● **EXERCISE REQUIREMENTS**:
In the entries below, find the string "Sargento" and return each line holding it.

**** DATASET ENTRIES ****

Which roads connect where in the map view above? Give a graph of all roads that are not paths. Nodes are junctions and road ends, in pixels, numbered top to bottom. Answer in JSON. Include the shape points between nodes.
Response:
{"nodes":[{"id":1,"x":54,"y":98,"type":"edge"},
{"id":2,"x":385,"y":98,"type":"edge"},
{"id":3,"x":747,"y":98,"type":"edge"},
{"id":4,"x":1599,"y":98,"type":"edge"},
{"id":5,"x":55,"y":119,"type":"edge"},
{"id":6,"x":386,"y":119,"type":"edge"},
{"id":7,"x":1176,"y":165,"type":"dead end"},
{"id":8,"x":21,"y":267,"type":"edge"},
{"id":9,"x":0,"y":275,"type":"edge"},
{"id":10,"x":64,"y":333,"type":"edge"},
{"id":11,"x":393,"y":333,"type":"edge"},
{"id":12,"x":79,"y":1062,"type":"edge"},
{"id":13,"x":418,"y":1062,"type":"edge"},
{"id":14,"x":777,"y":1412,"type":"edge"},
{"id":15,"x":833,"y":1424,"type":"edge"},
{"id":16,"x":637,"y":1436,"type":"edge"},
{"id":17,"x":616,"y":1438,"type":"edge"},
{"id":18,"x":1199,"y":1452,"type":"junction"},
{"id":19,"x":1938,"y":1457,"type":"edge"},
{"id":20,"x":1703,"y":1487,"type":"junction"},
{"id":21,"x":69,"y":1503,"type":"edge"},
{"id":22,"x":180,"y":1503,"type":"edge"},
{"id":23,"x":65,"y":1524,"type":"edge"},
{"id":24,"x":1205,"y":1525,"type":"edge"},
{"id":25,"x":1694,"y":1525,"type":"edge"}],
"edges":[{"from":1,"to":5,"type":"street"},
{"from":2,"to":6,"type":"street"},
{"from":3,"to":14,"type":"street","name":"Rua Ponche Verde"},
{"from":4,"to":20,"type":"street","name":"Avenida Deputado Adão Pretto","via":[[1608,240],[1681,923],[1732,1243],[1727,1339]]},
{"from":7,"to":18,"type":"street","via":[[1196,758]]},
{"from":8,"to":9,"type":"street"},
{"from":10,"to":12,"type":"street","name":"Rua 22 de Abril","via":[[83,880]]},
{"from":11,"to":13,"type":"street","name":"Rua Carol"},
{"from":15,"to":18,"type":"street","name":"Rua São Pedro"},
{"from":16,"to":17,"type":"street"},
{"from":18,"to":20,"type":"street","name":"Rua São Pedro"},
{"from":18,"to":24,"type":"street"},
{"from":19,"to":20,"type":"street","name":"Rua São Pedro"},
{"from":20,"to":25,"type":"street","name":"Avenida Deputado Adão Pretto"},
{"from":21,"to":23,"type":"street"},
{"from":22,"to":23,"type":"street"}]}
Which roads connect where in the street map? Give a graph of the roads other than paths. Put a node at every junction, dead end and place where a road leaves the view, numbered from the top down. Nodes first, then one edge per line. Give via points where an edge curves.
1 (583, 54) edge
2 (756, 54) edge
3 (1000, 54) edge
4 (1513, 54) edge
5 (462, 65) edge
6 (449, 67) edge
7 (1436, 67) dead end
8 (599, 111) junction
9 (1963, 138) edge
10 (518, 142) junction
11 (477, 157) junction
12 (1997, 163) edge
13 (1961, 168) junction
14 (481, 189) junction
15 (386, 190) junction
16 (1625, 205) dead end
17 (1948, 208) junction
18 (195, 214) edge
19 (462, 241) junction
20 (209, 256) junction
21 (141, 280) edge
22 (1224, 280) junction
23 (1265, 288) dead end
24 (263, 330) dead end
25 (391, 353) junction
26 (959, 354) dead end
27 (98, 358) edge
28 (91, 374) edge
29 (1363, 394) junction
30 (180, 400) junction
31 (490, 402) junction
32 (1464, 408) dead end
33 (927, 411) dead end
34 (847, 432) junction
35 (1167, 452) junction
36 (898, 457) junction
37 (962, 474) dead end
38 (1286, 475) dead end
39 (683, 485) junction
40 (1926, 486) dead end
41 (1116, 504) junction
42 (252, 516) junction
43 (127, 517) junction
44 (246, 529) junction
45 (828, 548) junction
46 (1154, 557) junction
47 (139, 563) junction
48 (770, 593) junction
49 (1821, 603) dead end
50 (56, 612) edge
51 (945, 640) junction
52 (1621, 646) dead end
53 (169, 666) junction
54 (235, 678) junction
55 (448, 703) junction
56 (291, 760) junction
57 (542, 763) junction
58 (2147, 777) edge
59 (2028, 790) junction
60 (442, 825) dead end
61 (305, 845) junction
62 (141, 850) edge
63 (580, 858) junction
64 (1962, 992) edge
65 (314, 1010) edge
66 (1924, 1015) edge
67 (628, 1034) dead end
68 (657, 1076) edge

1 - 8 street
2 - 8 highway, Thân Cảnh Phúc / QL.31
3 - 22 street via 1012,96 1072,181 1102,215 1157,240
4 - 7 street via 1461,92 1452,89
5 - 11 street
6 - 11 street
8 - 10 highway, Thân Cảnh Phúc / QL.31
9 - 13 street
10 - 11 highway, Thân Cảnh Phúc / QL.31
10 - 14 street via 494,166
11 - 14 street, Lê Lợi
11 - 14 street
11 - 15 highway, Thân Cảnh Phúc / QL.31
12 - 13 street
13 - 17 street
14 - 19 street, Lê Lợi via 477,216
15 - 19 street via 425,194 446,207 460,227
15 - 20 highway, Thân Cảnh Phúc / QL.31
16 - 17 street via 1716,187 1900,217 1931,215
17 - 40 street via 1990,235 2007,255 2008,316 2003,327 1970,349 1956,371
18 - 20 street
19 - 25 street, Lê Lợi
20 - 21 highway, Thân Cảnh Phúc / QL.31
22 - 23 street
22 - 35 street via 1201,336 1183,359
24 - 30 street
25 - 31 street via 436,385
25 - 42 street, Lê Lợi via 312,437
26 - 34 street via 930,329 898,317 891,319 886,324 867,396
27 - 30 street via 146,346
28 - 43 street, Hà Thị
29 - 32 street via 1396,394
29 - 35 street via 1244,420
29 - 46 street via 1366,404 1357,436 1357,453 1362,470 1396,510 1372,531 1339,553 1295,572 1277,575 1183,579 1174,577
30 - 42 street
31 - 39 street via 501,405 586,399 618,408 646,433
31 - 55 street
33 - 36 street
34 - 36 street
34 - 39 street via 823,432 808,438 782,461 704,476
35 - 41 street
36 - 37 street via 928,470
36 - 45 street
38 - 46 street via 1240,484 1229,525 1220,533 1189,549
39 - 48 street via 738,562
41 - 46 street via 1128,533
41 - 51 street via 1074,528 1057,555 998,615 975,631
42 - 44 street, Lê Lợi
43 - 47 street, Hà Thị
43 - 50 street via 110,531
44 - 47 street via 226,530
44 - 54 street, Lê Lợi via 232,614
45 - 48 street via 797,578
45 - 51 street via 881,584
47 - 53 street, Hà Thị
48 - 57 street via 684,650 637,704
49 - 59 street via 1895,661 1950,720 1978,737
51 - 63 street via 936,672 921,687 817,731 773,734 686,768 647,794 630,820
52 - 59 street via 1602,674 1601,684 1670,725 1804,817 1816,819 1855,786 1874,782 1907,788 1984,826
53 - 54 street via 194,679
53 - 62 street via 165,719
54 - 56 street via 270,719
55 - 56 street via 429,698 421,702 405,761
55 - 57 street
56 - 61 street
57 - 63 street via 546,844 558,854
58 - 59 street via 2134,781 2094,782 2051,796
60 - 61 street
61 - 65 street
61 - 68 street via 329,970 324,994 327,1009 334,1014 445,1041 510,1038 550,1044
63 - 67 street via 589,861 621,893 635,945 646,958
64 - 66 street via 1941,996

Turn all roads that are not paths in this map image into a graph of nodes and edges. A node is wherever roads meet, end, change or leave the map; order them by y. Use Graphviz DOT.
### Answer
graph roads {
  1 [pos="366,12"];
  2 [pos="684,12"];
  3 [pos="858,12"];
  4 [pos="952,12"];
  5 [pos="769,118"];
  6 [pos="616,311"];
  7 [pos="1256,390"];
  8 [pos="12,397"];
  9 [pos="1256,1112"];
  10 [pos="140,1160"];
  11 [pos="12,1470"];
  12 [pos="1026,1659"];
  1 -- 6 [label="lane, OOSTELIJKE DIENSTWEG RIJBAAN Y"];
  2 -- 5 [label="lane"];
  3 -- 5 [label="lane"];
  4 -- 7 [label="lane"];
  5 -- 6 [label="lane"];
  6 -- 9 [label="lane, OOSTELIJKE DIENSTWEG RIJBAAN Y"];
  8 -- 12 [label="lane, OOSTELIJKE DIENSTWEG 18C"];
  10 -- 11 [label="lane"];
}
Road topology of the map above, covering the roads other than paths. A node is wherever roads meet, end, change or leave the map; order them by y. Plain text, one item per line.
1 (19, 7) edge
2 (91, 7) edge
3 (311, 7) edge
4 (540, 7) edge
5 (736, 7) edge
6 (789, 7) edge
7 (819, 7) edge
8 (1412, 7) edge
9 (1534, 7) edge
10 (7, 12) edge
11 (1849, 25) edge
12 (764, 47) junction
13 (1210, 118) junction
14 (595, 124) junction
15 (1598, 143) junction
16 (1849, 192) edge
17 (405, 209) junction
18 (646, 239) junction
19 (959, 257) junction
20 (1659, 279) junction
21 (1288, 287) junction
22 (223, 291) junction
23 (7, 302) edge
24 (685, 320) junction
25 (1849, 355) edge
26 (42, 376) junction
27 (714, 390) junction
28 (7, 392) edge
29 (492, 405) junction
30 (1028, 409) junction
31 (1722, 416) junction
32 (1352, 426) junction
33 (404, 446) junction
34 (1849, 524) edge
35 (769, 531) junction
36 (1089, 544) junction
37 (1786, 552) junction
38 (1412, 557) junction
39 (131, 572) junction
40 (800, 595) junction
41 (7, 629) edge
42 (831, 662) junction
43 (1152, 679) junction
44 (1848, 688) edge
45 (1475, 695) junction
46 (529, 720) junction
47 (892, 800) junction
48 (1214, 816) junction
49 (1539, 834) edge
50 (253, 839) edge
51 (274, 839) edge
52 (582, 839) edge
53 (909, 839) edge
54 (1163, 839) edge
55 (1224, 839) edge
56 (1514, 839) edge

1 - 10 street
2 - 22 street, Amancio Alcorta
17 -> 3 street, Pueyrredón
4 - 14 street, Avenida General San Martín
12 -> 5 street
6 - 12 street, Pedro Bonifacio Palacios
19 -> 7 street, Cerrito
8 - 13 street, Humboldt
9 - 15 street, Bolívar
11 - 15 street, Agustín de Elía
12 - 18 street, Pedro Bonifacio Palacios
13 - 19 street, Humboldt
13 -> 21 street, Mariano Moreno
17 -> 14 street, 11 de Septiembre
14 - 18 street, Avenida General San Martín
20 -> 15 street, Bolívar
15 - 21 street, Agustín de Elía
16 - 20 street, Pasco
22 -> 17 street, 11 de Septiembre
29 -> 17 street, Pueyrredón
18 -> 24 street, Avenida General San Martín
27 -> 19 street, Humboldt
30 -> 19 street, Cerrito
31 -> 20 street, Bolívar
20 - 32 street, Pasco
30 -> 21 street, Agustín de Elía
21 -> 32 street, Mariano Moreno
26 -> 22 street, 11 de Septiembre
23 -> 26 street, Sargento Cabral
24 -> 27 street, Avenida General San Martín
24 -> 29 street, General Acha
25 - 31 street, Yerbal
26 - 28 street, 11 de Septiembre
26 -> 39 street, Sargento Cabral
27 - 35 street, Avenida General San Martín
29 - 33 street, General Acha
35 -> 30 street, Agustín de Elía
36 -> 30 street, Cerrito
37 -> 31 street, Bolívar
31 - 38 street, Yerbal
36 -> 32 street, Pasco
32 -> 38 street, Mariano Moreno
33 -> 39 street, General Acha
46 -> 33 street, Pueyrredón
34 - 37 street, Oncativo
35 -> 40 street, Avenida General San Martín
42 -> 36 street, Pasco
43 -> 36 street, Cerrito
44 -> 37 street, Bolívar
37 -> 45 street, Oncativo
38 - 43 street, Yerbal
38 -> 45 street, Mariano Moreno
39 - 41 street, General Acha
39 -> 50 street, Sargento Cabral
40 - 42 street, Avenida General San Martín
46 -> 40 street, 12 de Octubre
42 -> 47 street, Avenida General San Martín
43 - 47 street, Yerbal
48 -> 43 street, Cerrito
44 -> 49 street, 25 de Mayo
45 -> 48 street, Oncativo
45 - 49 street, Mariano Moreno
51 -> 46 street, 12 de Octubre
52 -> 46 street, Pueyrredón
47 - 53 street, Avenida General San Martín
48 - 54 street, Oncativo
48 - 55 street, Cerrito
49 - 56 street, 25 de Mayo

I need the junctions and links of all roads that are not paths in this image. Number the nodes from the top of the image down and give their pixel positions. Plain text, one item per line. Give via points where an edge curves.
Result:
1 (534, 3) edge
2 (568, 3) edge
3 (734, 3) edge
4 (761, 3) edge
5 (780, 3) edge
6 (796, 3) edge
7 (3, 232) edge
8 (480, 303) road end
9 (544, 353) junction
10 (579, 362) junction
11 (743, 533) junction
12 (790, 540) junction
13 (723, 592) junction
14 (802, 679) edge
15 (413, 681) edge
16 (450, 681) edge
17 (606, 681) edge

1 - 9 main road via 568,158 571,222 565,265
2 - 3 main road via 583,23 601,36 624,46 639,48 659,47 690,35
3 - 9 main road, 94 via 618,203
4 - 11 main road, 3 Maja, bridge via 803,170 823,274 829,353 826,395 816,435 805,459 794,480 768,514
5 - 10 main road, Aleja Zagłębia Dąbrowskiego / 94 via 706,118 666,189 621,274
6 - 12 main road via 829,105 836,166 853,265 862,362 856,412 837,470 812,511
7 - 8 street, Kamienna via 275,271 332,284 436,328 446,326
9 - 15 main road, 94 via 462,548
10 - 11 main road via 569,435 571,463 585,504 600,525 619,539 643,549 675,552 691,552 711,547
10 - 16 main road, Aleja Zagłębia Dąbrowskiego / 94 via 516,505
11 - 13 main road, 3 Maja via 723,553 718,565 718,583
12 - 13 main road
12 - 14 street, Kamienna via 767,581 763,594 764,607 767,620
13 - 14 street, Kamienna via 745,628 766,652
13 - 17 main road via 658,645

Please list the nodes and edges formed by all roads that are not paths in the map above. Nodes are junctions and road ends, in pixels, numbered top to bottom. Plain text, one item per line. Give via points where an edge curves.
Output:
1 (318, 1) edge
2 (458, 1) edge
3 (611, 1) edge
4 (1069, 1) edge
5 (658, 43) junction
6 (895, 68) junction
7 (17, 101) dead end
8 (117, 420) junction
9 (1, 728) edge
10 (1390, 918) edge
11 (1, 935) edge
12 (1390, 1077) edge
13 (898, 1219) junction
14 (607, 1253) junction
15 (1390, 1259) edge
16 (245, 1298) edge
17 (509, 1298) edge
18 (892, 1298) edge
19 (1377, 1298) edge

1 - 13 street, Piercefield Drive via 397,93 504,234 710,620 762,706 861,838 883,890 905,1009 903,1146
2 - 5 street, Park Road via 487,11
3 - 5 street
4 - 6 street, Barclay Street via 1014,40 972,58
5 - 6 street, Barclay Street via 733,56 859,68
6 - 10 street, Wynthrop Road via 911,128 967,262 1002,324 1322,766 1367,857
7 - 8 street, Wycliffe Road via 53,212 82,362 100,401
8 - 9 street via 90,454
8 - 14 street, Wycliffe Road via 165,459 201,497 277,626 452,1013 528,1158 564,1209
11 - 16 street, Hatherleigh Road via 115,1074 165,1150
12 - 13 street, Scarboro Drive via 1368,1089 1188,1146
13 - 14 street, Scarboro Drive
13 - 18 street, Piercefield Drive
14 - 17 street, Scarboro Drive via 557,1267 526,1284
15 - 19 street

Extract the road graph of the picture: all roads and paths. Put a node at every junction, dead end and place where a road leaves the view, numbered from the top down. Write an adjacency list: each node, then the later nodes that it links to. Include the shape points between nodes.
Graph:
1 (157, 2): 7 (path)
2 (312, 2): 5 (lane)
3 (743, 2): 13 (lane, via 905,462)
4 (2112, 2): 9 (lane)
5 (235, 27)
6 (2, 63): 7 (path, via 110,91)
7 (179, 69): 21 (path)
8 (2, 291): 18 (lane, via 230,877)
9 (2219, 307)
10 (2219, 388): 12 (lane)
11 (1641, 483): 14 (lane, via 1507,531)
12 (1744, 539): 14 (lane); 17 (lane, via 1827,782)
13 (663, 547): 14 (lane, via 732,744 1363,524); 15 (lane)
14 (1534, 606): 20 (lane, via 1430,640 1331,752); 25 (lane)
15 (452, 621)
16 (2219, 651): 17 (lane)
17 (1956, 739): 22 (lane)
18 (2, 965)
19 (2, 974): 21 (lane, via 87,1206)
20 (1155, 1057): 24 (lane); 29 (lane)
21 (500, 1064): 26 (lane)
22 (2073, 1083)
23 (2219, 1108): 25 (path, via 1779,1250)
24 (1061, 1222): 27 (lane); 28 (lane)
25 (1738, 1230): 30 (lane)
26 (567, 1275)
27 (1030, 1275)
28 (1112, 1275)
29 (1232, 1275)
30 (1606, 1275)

****

● **RESPONSE AREA**:
23 -> 26 street, Sargento Cabral
26 -> 39 street, Sargento Cabral
39 -> 50 street, Sargento Cabral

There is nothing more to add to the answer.